How Anaerobic Microbes Make & Break Methane: Structural Biology & Mechanism of Methyl-Coenzyme M Reductase

Abstract:

Methane is an important contributor to the carbon cycle of our planet as well as a key energy source in homes and industry. On the other hand, it is roughly 25 times more potent as a greenhouse gas than carbon dioxide and thus is a major contributor to earth’s warming. Methanogenic microbes are responsible for generating about 1 gigaton of methane per year, constituting the primary producer of methane within the atmosphere.  Methyl-CoM reductase (MCR) is the enzyme responsible for generating methane.  Learning the structure of the active state of this enzyme is crucial for understanding the mechanism of this important process.

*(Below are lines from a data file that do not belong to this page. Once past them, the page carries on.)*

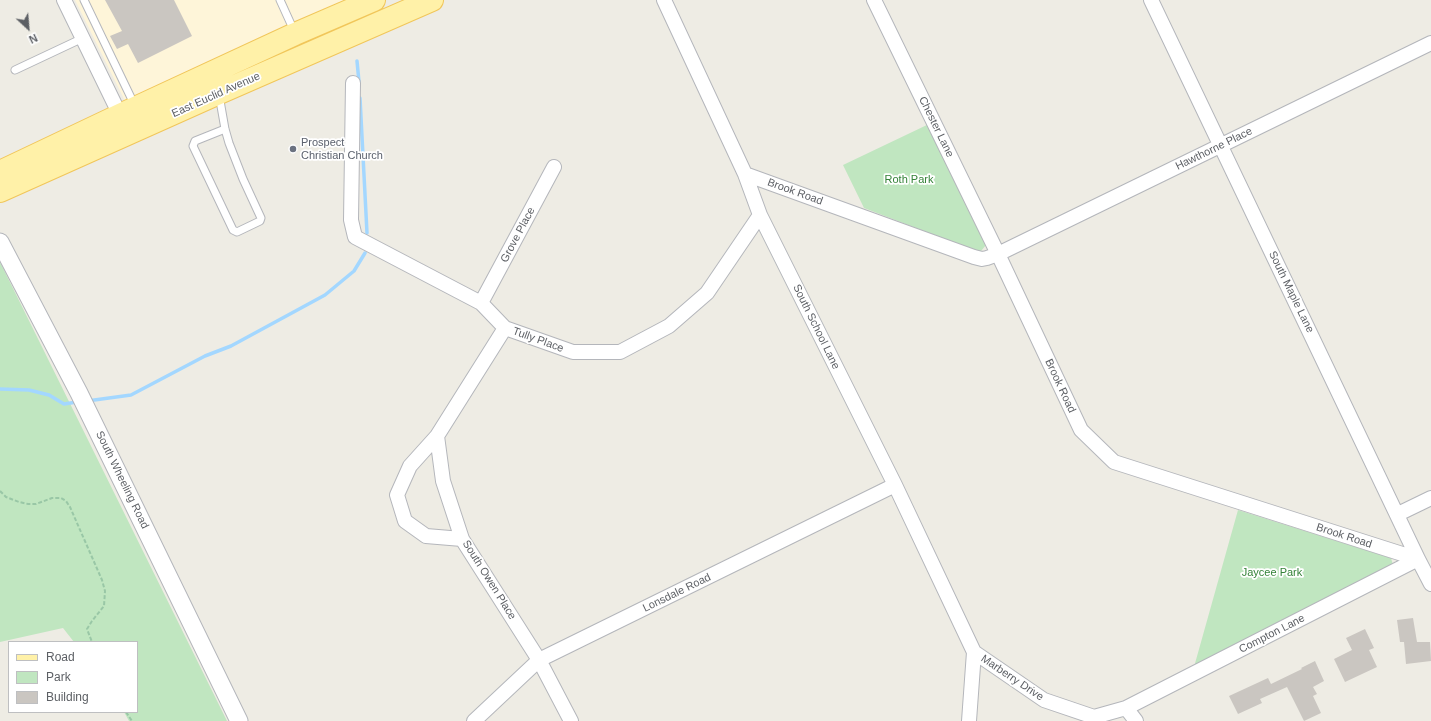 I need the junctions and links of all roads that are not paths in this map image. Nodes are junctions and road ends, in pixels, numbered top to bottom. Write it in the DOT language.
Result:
graph roads {
  1 [pos="64,0"];
  2 [pos="84,0"];
  3 [pos="280,0"];
  4 [pos="432,0"];
  5 [pos="664,0"];
  6 [pos="874,0"];
  7 [pos="1151,0"];
  8 [pos="368,1"];
  9 [pos="295,34"];
  10 [pos="83,38"];
  11 [pos="1431,43"];
  12 [pos="15,70"];
  13 [pos="353,83"];
  14 [pos="219,93"];
  15 [pos="128,111"];
  16 [pos="225,129"];
  17 [pos="1221,145"];
  18 [pos="554,167"];
  19 [pos="0,172"];
  20 [pos="744,174"];
  21 [pos="0,191"];
  22 [pos="760,214"];
  23 [pos="0,242"];
  24 [pos="998,254"];
  25 [pos="481,303"];
  26 [pos="505,328"];
  27 [pos="437,436"];
  28 [pos="895,485"];
  29 [pos="1431,498"];
  30 [pos="1398,514"];
  31 [pos="462,539"];
  32 [pos="1418,559"];
  33 [pos="1431,584"];
  34 [pos="974,652"];
  35 [pos="539,660"];
  36 [pos="1126,708"];
  37 [pos="239,721"];
  38 [pos="474,721"];
  39 [pos="571,721"];
  40 [pos="969,721"];
  41 [pos="1136,721"];
  1 -- 10 [label="street"];
  2 -- 15 [label="lane"];
  3 -- 9 [label="lane"];
  4 -- 14 [label="main road, East Euclid Avenue"];
  5 -- 20 [label="street, South School Lane"];
  6 -- 24 [label="street, Chester Lane"];
  7 -- 17 [label="street, South Maple Lane"];
  8 -- 9 [label="main road, East Euclid Avenue"];
  9 -- 15 [label="main road, East Euclid Avenue"];
  10 -- 12 [label="lane"];
  10 -- 15 [label="street"];
  11 -- 17 [label="street, Hawthorne Place"];
  13 -- 25 [label="street, Tully Place"];
  14 -- 16 [label="lane"];
  14 -- 21 [label="main road, East Euclid Avenue"];
  15 -- 19 [label="main road, East Euclid Avenue"];
  16 -- 16 [label="lane"];
  17 -- 24 [label="street, Hawthorne Place"];
  17 -- 30 [label="street, South Maple Lane"];
  18 -- 25 [label="street, Grove Place"];
  20 -- 22 [label="street, South School Lane"];
  20 -- 24 [label="street, Brook Road"];
  22 -- 26 [label="street, Tully Place"];
  22 -- 28 [label="street, South School Lane"];
  23 -- 37 [label="street, South Wheeling Road"];
  24 -- 32 [label="street, Brook Road"];
  25 -- 26 [label="street, Tully Place"];
  26 -- 27 [label="street"];
  27 -- 31 [label="street, South Owen Place"];
  27 -- 31 [label="street"];
  28 -- 34 [label="street, South School Lane"];
  28 -- 35 [label="street, Lonsdale Road"];
  29 -- 30 [label="street"];
  30 -- 32 [label="street, South Maple Lane"];
  31 -- 35 [label="street, South Owen Place"];
  32 -- 33 [label="street, South Maple Lane"];
  32 -- 36 [label="street, Compton Lane"];
  34 -- 36 [label="street, Marberry Drive"];
  34 -- 40 [label="street"];
  35 -- 38 [label="street, Lonsdale Road"];
  35 -- 39 [label="street, South Owen Place"];
  36 -- 41 [label="street"];
}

We have learned that MCR-catalyzed methane synthesis involves a methyl radical as well as other substrate radicals during the catalytic cycle. We also recently determined the structure of the active Ni(I) state of MCR. This work involved the invention of novel anaerobic crystallographic techniques that are widely applicable in structural biology. The Ni(I)-metallocenter redox state is demonstrated by 2 anaerobic crystallography techniques: cryo-X-ray Diffraction (XRD) and room-temperature time resolved X-ray free electron laser (XFEL) crystallography paired with in-line and parallel spectroscopic methods and unit cell analyses. Both structural methods (XRD and XFEL) lead to 1.6 angstrom structures that coincide and show a four-coordinate Ni(I) site for the active enzyme, contrasted to a locked-in inactive six-coordinate Ni(II) state. Our work traces this oxidation state change to a domino effect beginning with conformational alterations of the tetrapyrrole ring and continuing through the entire enzyme structure. These large-scale conformational changes result in a more open substrate channel and a much more dynamic overall structure for the active Ni(I)-enzyme.